Os alienados são ainda mais perigosos
que os loucos, pois aparentam inocência

FLÁVIO TAVARES*

O pranto está ainda muito longe de secar. Faz agora duas semanas e a dor se aprofunda, dilacera as entranhas, entristece cada gesto e soterra qualquer alegria. Quem pode pensar em Carnaval, quando dentro de nós só há luto e a emoção da dor? Os saracoteios e a música dessa folia imposta pela convenção do calendário podem, por acaso, calar os gritos e a asfixia das vítimas ou enxugar nossas lágrimas? Uma tola marchinha carnavalesca pode apagar a indignação que habita nosso íntimo?

E, mesmo que já não houvesse lágrimas e o luto já se dissipasse, restaria a lembrança daquelas moças e rapazes a nos dizer que tinham "a vida pela frente". Por isto, festejavam com colegas de escola ou com amigos, sem saber que viviam a última madrugada. Dançavam na alegre inocência, sem saber que estavam numa ratoeira, numa câmara de gás onde seriam asfixiados.

Sim, asfixiados, como nos campos de extermínio nazistas, onde mandavam as mulheres despir-se para "um banho coletivo". Havia centenas de chuveiros no teto, mas deles saia gás. Não água. Era o assassinato deliberado, executado por gente enlouquecida pela ideologia.

Na tragédia de Santa Maria, nada foi deliberado, mas tudo foi feito para a consumação do crime pelas mãos de irresponsáveis alienados, em todas as áreas.

**

Os alienados são ainda mais perigosos que os loucos, pois aparentam inocência, dão a impressão de cordura e de que estão a servir. Os loucos são facilmente identificáveis. Os alienados são simuladores natos. Costumam ser irresponsavelmente simpáticos, maravilhosos no trato, até finos e educados. Mas não se importam com ninguém, a não ser com as pequenezes próprias, seja cobiça, orgulho, prazer ou o que for. Fingem grandeza para disfarçar o egoísmo.

Outra característica dessa gente alheia ao mundo ao redor é a amnésia. Nunca recordam o que fizeram e fingem nisto também. Entregaram a vida à fantasia e mentem fantasiando que esqueceram.
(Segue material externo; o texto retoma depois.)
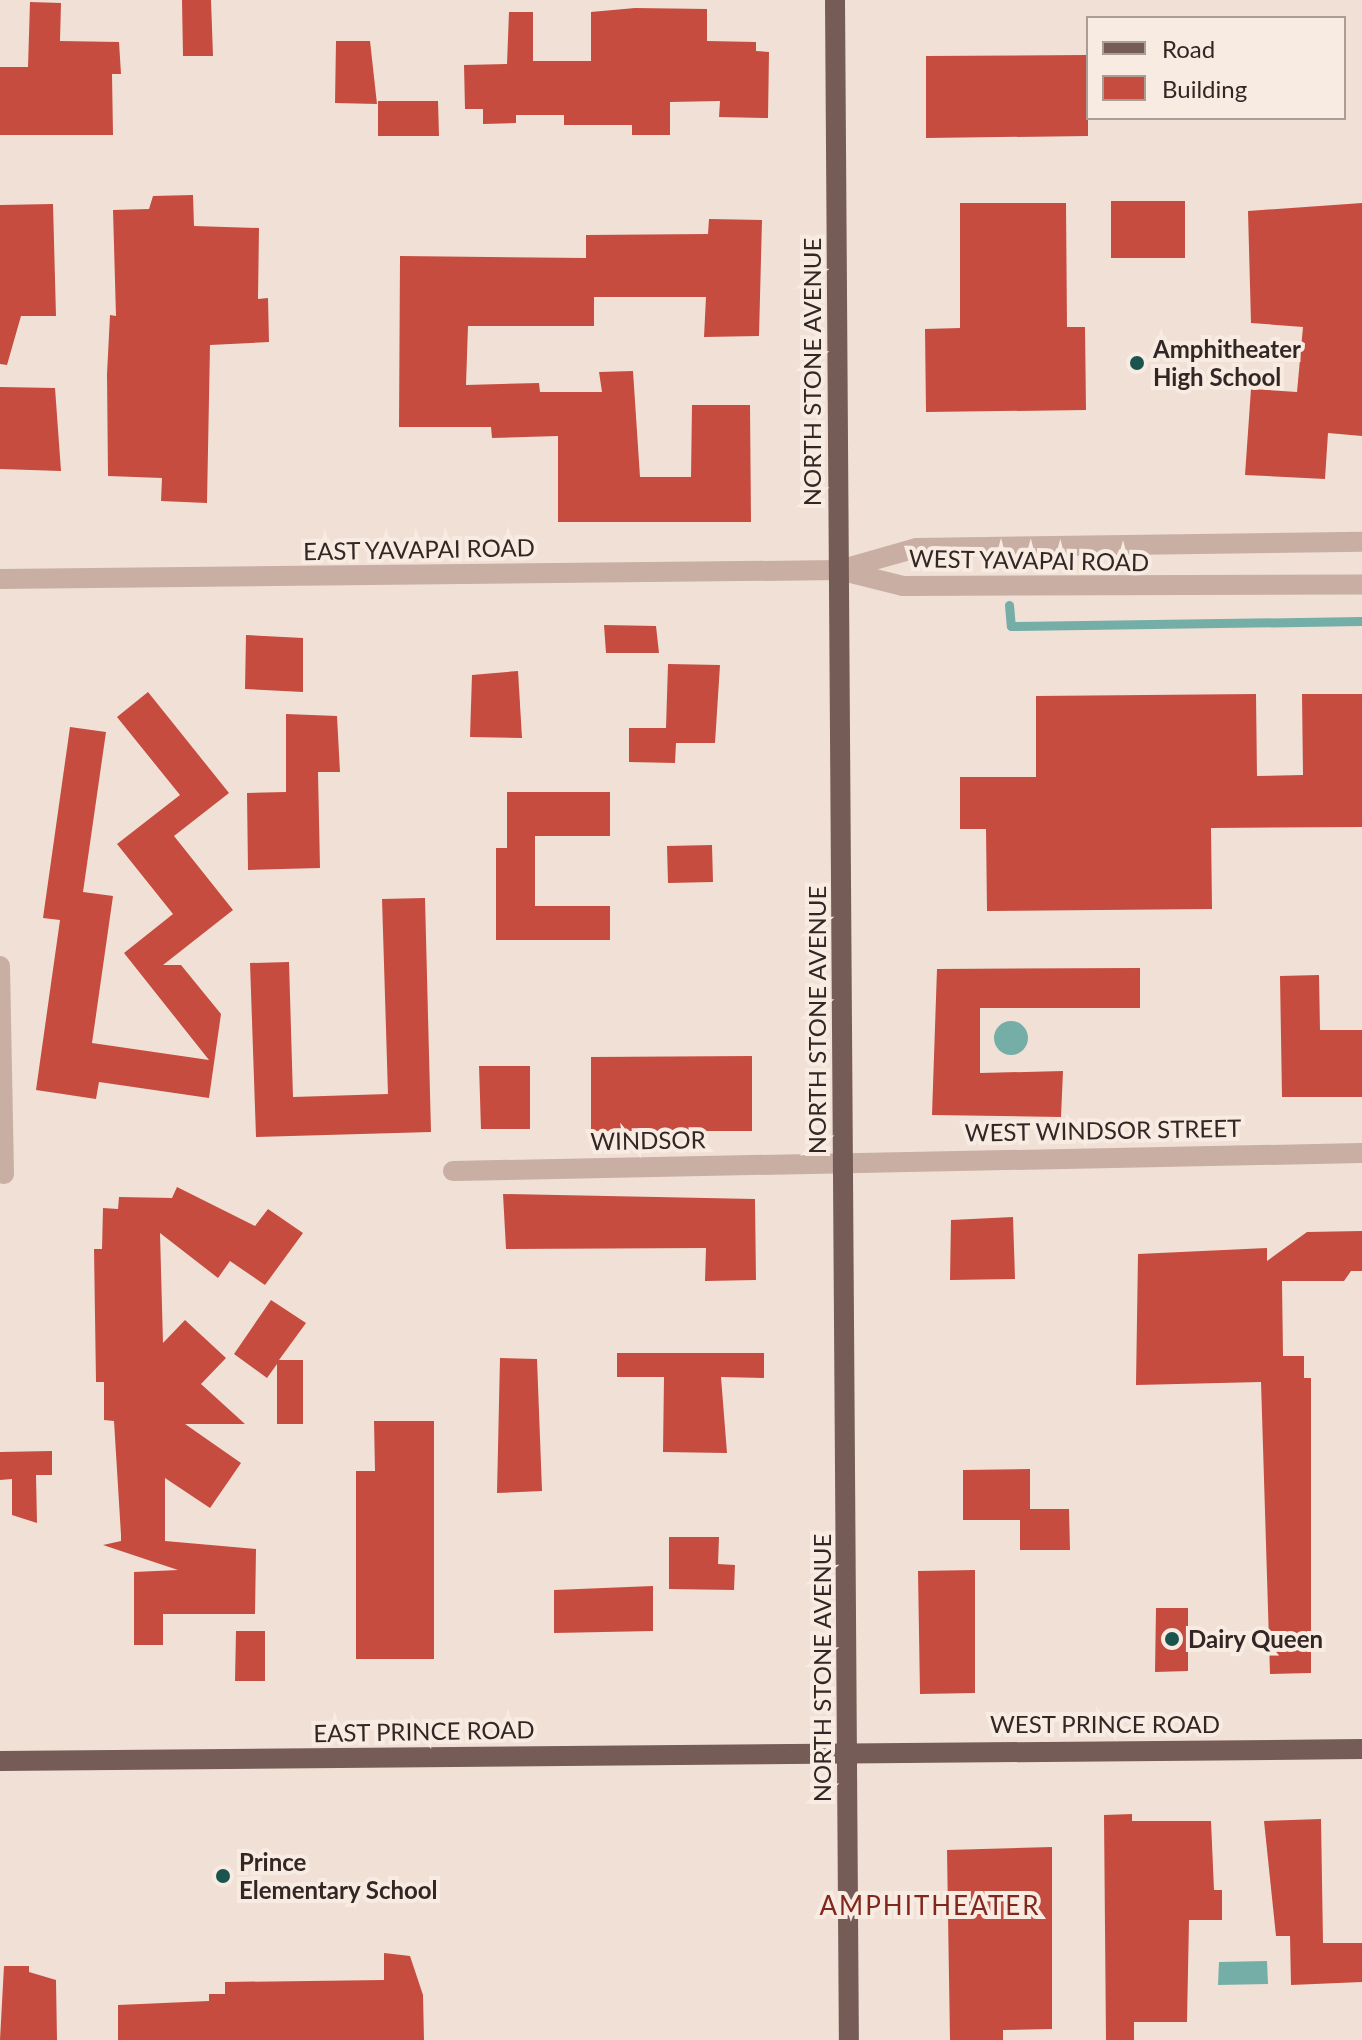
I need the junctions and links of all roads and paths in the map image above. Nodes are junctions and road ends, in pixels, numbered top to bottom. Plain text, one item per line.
1 (835, 0) edge
2 (1362, 542) edge
3 (839, 570) junction
4 (0, 579) edge
5 (1362, 584) edge
6 (0, 966) edge
7 (1362, 1153) edge
8 (844, 1161) junction
9 (453, 1171) dead end
10 (4, 1174) dead end
11 (1362, 1749) edge
12 (848, 1752) junction
13 (0, 1761) edge
14 (849, 2040) edge

1 - 3 main road, NORTH STONE AVENUE
2 - 3 street, WEST YAVAPAI ROAD
3 - 4 street, EAST YAVAPAI ROAD
3 - 5 street, WEST YAVAPAI ROAD
3 - 8 main road, NORTH STONE AVENUE
6 - 10 street
7 - 8 street, WEST WINDSOR STREET
8 - 9 street, WINDSOR
8 - 12 main road, NORTH STONE AVENUE
11 - 12 main road, WEST PRINCE ROAD
12 - 13 main road, EAST PRINCE ROAD
12 - 14 main road, NORTH STONE AVENUE

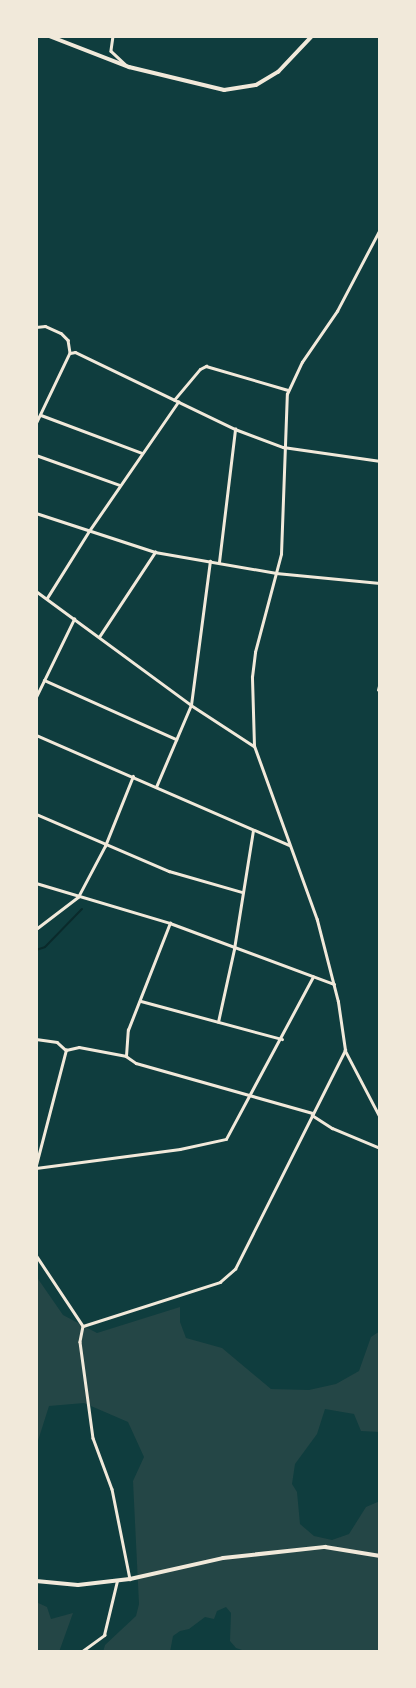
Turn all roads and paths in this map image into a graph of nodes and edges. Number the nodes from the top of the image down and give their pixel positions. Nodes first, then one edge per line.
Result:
1 (49, 36) edge
2 (114, 36) edge
3 (312, 36) edge
4 (129, 68) junction
5 (380, 229) edge
6 (36, 327) edge
7 (70, 353) junction
8 (288, 390) junction
9 (176, 401) junction
10 (41, 414) junction
11 (36, 424) edge
12 (235, 429) junction
13 (283, 447) junction
14 (142, 454) junction
15 (36, 455) edge
16 (380, 461) edge
17 (120, 485) junction
18 (36, 513) edge
19 (89, 530) junction
20 (155, 552) junction
21 (210, 561) junction
22 (219, 562) junction
23 (276, 573) junction
24 (380, 583) edge
25 (36, 591) edge
26 (48, 598) junction
27 (74, 619) junction
28 (99, 637) junction
29 (44, 680) junction
30 (380, 682) edge
31 (378, 690) dead end
32 (36, 697) edge
33 (192, 705) junction
34 (36, 735) edge
35 (176, 739) junction
36 (254, 746) junction
37 (132, 776) junction
38 (156, 787) junction
39 (36, 814) edge
40 (253, 831) junction
41 (105, 846) junction
42 (290, 846) junction
43 (36, 883) edge
44 (242, 892) junction
45 (78, 897) junction
46 (170, 923) junction
47 (36, 929) edge
48 (234, 949) junction
49 (313, 977) junction
50 (334, 984) junction
51 (141, 1001) junction
52 (218, 1022) junction
53 (36, 1039) edge
54 (282, 1039) junction
55 (66, 1050) junction
56 (345, 1050) junction
57 (126, 1056) junction
58 (253, 1095) junction
59 (313, 1114) junction
60 (380, 1117) edge
61 (380, 1148) edge
62 (36, 1167) edge
63 (36, 1255) edge
64 (83, 1326) junction
65 (380, 1556) edge
66 (130, 1579) junction
67 (36, 1581) edge
68 (117, 1581) junction
69 (81, 1652) edge

1 - 4 street
2 - 4 street
3 - 4 street
5 - 8 street
6 - 7 street
7 - 9 street
7 - 10 street
8 - 9 street
8 - 13 street
9 - 12 street
9 - 14 street
10 - 11 street
10 - 14 street
12 - 13 street
12 - 22 street
13 - 16 street
13 - 23 street
14 - 17 street
15 - 17 street
17 - 19 street
18 - 19 street
19 - 20 street
19 - 26 street
20 - 21 street
20 - 28 street
21 - 22 street
21 - 33 street
22 - 23 street
23 - 24 street
23 - 36 street
25 - 26 street
26 - 27 street
27 - 28 street
27 - 29 street
28 - 33 street
29 - 32 street
29 - 35 street
30 - 31 street
33 - 35 street
33 - 36 street
34 - 37 street
35 - 38 street
36 - 42 street
37 - 38 street
37 - 41 street
38 - 40 street
39 - 41 street
40 - 42 street
40 - 44 street
41 - 44 street
41 - 45 street
42 - 50 street
43 - 45 street
44 - 48 street
45 - 46 street
45 - 47 street
46 - 48 street
46 - 51 street
48 - 49 street
48 - 52 street
49 - 50 street
49 - 54 street
50 - 56 street
51 - 52 street
51 - 57 street
52 - 54 street
53 - 55 street
54 - 58 street
55 - 57 street
55 - 62 street
56 - 59 street
56 - 60 street
57 - 58 street
58 - 59 street
58 - 62 street
59 - 61 street
59 - 64 street
63 - 64 street
64 - 66 street
65 - 66 street
66 - 68 street
67 - 68 street
68 - 69 street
Em tempos de tragédia, a amnésia cresce, como em Santa Maria, onde os diretamente implicados esqueceram-se do passado recente. Dos donos da boate ao prefeito Schirmer, dos fiscais da Prefeitura aos inspetores bombeiros, todos recorrem à infantil tramoia do "não me lembro" para fugir às responsabilidade. 

Um dos donos da boate esqueceu-se até de que é dono e alegou ser "apenas sócio financeiro"...
Como se fosse epidemia, a amnésia se propaga por um vírus subitamente desconhecido: o vírus da culpa que escondem!

***

Para impedir que a amnésia se alastre e assassine também o nosso íntimo, em Santa Maria o povo saiu à rua, em passeata primeiro, logo em oração, pedindo forças para resistir à mentira. Em Porto Alegre, a procissão de Nossa Senhora dos Navegantes nunca juntou tanta gente como agora: mais de 160 mil, unidos na dor. Em dezenas de outras cidades, o mesmo gesto. Afinal, podemos dizer numa frase simples e profunda: nem tudo está perdido!

Brutal, no entanto, é que para fazer brotar outra vez a nossa dignidade tenha sido necessário o sacrifício de duzentos e tantos jovens. São eles que guiam, agora, a nossa indignação em busca de justiça.

Querer a condenação dos responsáveis pelo assassinato coletivo não significa ódio nem vingança. A grande condenação já ocorreu, é inexorável e sem solução _ os mortos não voltarão jamais. O crime de dois domingos atrás já deixou centenas de condenados _ mães, pais, familiares, professores e amigos, sentenciados à dor da perda definitiva daquilo que mais amavam.

Só nos resta aprofundar a indignação, para que o embuste não continue a nos comandar e para que, noutros anos, haja Carnaval.